(RECORDS SUPPLIED)
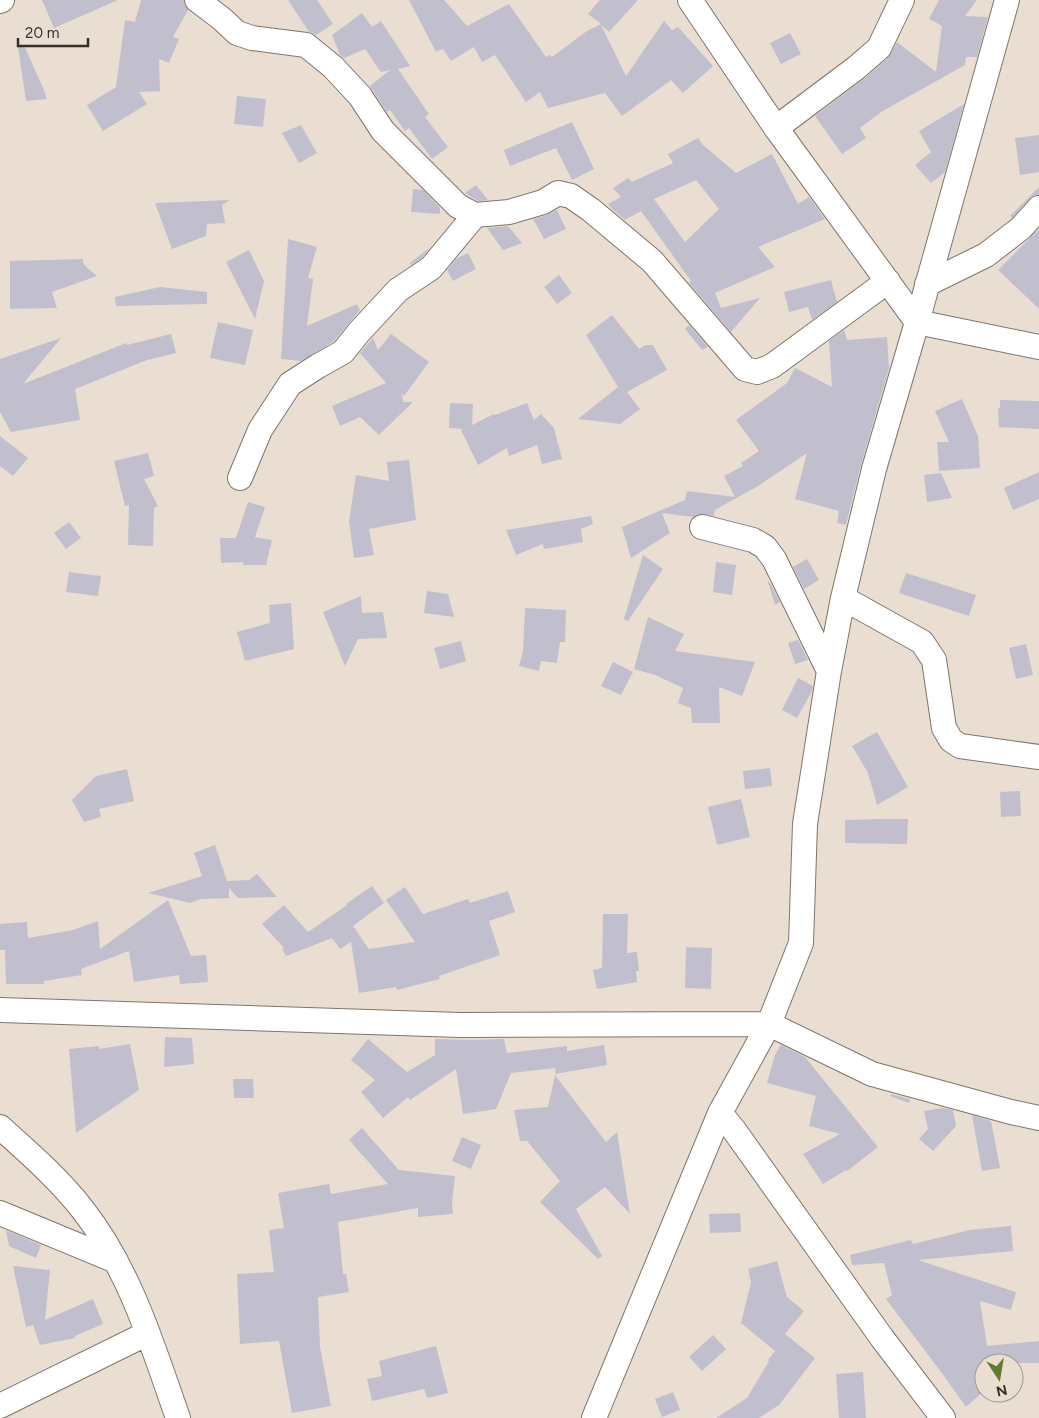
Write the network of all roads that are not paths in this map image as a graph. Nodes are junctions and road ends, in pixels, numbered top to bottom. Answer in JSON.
{"nodes":[{"id":1,"x":197,"y":0,"type":"edge"},
{"id":2,"x":690,"y":0,"type":"edge"},
{"id":3,"x":902,"y":0,"type":"edge"},
{"id":4,"x":1007,"y":0,"type":"edge"},
{"id":5,"x":776,"y":128,"type":"junction"},
{"id":6,"x":1039,"y":208,"type":"edge"},
{"id":7,"x":475,"y":215,"type":"junction"},
{"id":8,"x":888,"y":281,"type":"junction"},
{"id":9,"x":927,"y":284,"type":"junction"},
{"id":10,"x":917,"y":322,"type":"junction"},
{"id":11,"x":1039,"y":347,"type":"edge"},
{"id":12,"x":240,"y":478,"type":"dead end"},
{"id":13,"x":702,"y":527,"type":"dead end"},
{"id":14,"x":843,"y":598,"type":"junction"},
{"id":15,"x":829,"y":671,"type":"junction"},
{"id":16,"x":1039,"y":757,"type":"edge"},
{"id":17,"x":0,"y":1010,"type":"edge"},
{"id":18,"x":769,"y":1024,"type":"junction"},
{"id":19,"x":720,"y":1113,"type":"junction"},
{"id":20,"x":1039,"y":1118,"type":"edge"},
{"id":21,"x":0,"y":1127,"type":"edge"},
{"id":22,"x":0,"y":1213,"type":"edge"},
{"id":23,"x":116,"y":1261,"type":"junction"},
{"id":24,"x":148,"y":1333,"type":"junction"},
{"id":25,"x":0,"y":1406,"type":"edge"},
{"id":26,"x":178,"y":1418,"type":"edge"},
{"id":27,"x":594,"y":1418,"type":"edge"},
{"id":28,"x":943,"y":1418,"type":"edge"}],
"edges":[{"from":1,"to":7,"type":"street"},
{"from":2,"to":5,"type":"street"},
{"from":3,"to":5,"type":"street"},
{"from":4,"to":9,"type":"street"},
{"from":5,"to":8,"type":"street"},
{"from":6,"to":9,"type":"street"},
{"from":7,"to":8,"type":"street"},
{"from":7,"to":12,"type":"street"},
{"from":8,"to":10,"type":"street"},
{"from":9,"to":10,"type":"street"},
{"from":10,"to":11,"type":"street"},
{"from":10,"to":14,"type":"street"},
{"from":13,"to":15,"type":"street"},
{"from":14,"to":15,"type":"street"},
{"from":14,"to":16,"type":"street"},
{"from":15,"to":18,"type":"street"},
{"from":17,"to":18,"type":"street"},
{"from":18,"to":19,"type":"street"},
{"from":18,"to":20,"type":"street"},
{"from":19,"to":27,"type":"street"},
{"from":19,"to":28,"type":"street"},
{"from":21,"to":23,"type":"street"},
{"from":22,"to":23,"type":"street"},
{"from":23,"to":24,"type":"street"},
{"from":24,"to":25,"type":"street"},
{"from":24,"to":26,"type":"street"}]}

(REQUIRED ACTION) Copy out every line of the listing where the word "dead" occurs.

(COMPLETED EXERCISE)
{"id":12,"x":240,"y":478,"type":"dead end"},
{"id":13,"x":702,"y":527,"type":"dead end"},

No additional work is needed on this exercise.